The high densities of receptors found in synapses are crucial for effective transmission between a nerve and its target cell. At the neuromuscular junctions, acetylcholine is the transmitter substance and its receptor, the acetylcholine receptor (AChR) is found at very high concentrations in the endplate on the postsynaptic membrane. A large array of molecules is necessary to form the clusters of AChR during development and to keep up the highly structured arrangement of the endplate. One of these molecules is rapsyn. Rapsyn is a peripheral membrane protein. It has binding sites for several of the proteins in the endplate and is closely associated with the AChR. Without this protein’s presence no endplate structures form. Rapsyn can also induce clustering of AChR in several non-muscle cell lines when cotransfected with the subunits of the receptor.

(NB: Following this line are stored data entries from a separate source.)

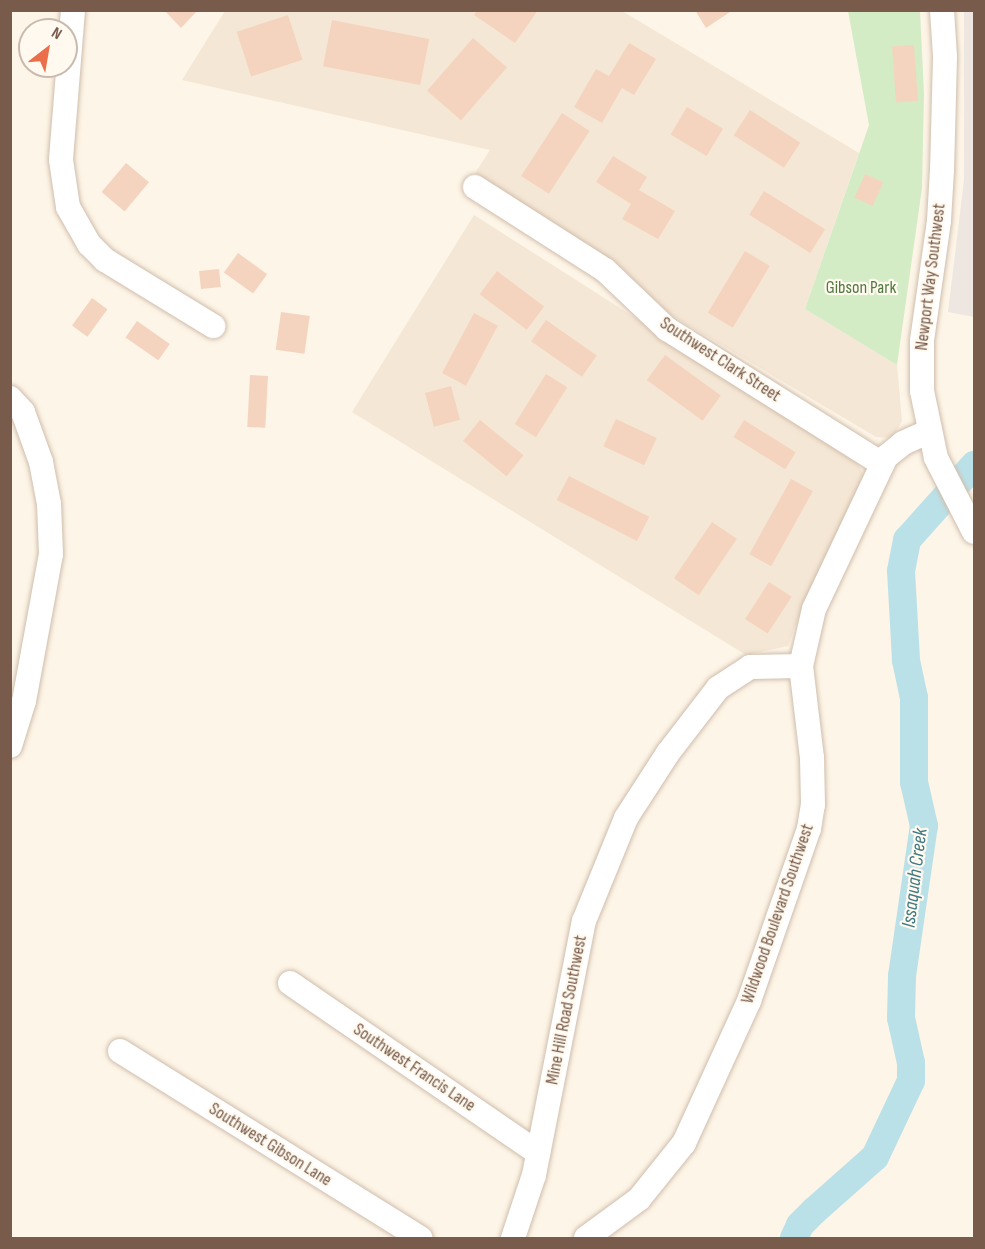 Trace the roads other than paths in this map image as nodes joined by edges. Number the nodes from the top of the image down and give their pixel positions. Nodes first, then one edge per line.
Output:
1 (73, 10) edge
2 (942, 10) edge
3 (475, 187) dead end
4 (213, 326) dead end
5 (10, 398) edge
6 (928, 432) junction
7 (882, 464) junction
8 (975, 532) edge
9 (801, 666) junction
10 (10, 746) edge
11 (290, 983) dead end
12 (120, 1051) dead end
13 (538, 1153) junction
14 (420, 1239) edge
15 (513, 1239) edge
16 (586, 1239) edge

1 - 4 street
2 - 6 street, Newport Way Southwest
3 - 7 street, Southwest Clark Street
5 - 10 street
6 - 7 street, Wildwood Boulevard Southwest
6 - 8 street, Newport Way Southwest
7 - 9 street, Wildwood Boulevard Southwest
9 - 13 street, Mine Hill Road Southwest
9 - 16 street, Wildwood Boulevard Southwest
11 - 13 street, Southwest Francis Lane
12 - 14 street, Southwest Gibson Lane
13 - 15 street, Mine Hill Road Southwest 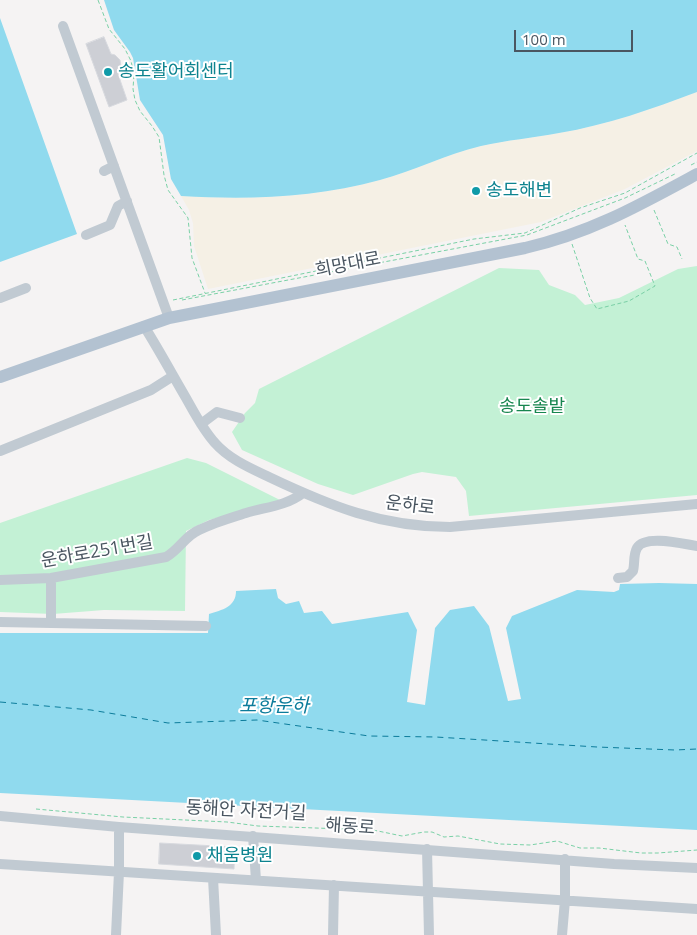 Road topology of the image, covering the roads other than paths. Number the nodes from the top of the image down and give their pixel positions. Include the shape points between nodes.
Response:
1 (63, 26) dead end
2 (693, 170) edge
3 (127, 201) junction
4 (86, 235) dead end
5 (26, 288) dead end
6 (0, 298) edge
7 (169, 318) junction
8 (144, 326) junction
9 (174, 376) junction
10 (0, 377) edge
11 (240, 418) dead end
12 (201, 424) junction
13 (0, 451) edge
14 (303, 493) junction
15 (697, 504) edge
16 (697, 546) edge
17 (51, 578) junction
18 (618, 578) dead end
19 (0, 580) edge
20 (0, 622) edge
21 (51, 623) junction
22 (206, 626) dead end
23 (0, 816) edge
24 (119, 827) junction
25 (253, 836) junction
26 (427, 849) junction
27 (565, 859) junction
28 (0, 864) edge
29 (697, 868) edge
30 (119, 872) junction
31 (213, 878) junction
32 (256, 880) junction
33 (334, 885) junction
34 (428, 891) junction
35 (566, 900) junction
36 (697, 909) edge
37 (116, 935) edge
38 (216, 935) edge
39 (333, 935) edge
40 (429, 935) edge
41 (562, 935) edge

1 - 3 street via 109,169
2 - 7 main road, 희망대로 via 650,200 570,236 525,248
3 - 4 street via 118,206 110,225
3 - 7 street
5 - 6 street
7 - 8 main road, 희망대로
8 - 9 street, 운하로
8 - 10 main road, 희망대로
9 - 12 street, 운하로
9 - 13 street via 151,390
11 - 12 street via 217,412
12 - 14 street, 운하로 via 214,443 229,455
14 - 15 street, 운하로 via 366,516 426,526 464,526
14 - 17 street, 운하로251번길 via 283,505 200,529 166,557
16 - 18 street via 665,541 644,543 637,548 633,572
17 - 19 street, 운하로251번길
17 - 21 street
20 - 21 street
21 - 22 street
23 - 24 street, 해동로
24 - 25 street, 해동로
24 - 30 street
25 - 26 street, 해동로
25 - 32 street
26 - 27 street, 해동로
26 - 34 street
27 - 29 street, 해동로
27 - 35 street
28 - 30 street
30 - 31 street
30 - 37 street
31 - 32 street
31 - 38 street
32 - 33 street
33 - 34 street
33 - 39 street
34 - 35 street
34 - 40 street
35 - 36 street
35 - 41 street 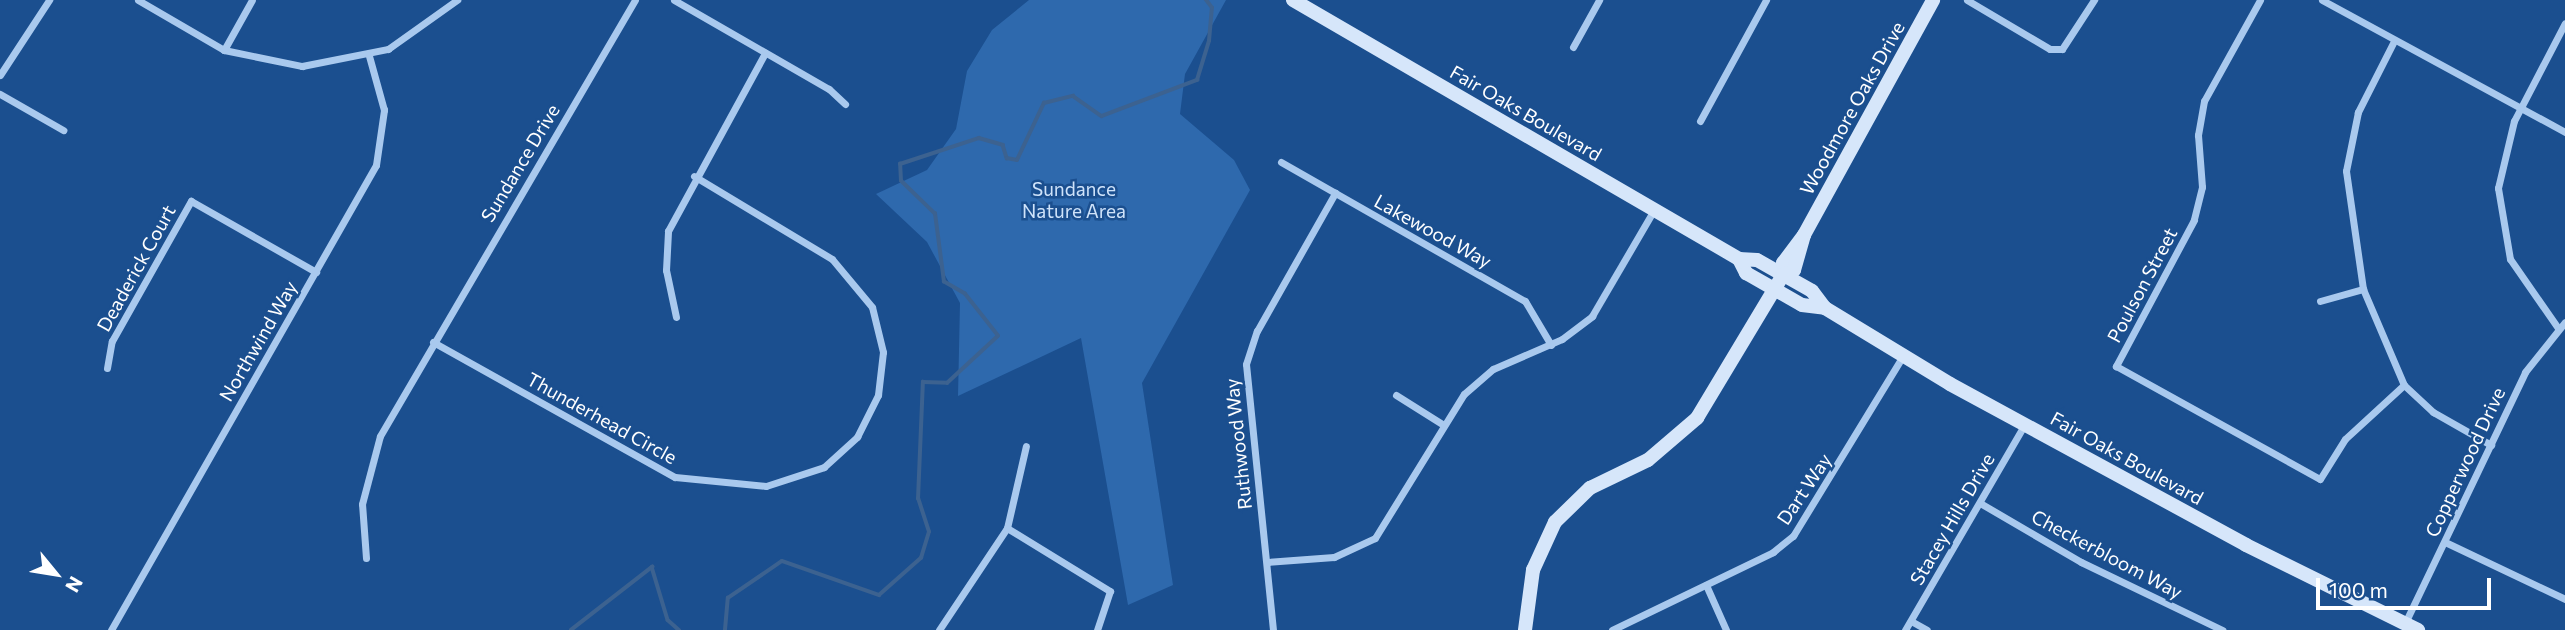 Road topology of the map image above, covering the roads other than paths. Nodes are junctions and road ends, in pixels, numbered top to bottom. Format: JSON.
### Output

In this project a plasmid containing rapsyn tagged with the enhanced green fluorescent protein (EGFP) was electroporated into the extensor digitorum longu (edl) muscle of mice. The resultant rapsyn-EGFP chimera localises to the endplate in exchange for and in addition to, wild type rapsyn. With the argon laser of a confocal microscope a portion of the rapsyn-EGFP in the endplates was photobleached. The subsequent fluorescent recovery was studied using a fluorescent microscope with a SIT camera. The hypothesis was that the recovery of rapsyn-EGFP would mimic the recovery seen when bleaching labelled AChR in the endplate consistent with the idea that rapsyn forms a complex with AChR already before clustering
Contrary to our expectations, we found that rapsyn-EGFP had a recovery rate, after photobleaching, which was about 14-68-fold higher than that established for the AChR. There seemed to be two pools of rapsyn-EGFP in the endplates with a fast recovering pool constituting about 60-80% of the endplate population and a non-recovered portion consisting of the remaining 20-40% of the endplate population. The recovering pool had a higher turnover and/or mobility than the receptor leading us to suppose that such molecules are either not associated with receptors, or associated with receptors for only shorter periods of time. Furthermore, it is possible to suppose that the non-recovered pool act as complexes with receptors throughout their lifetime, or these might also associate and disassociate with receptors.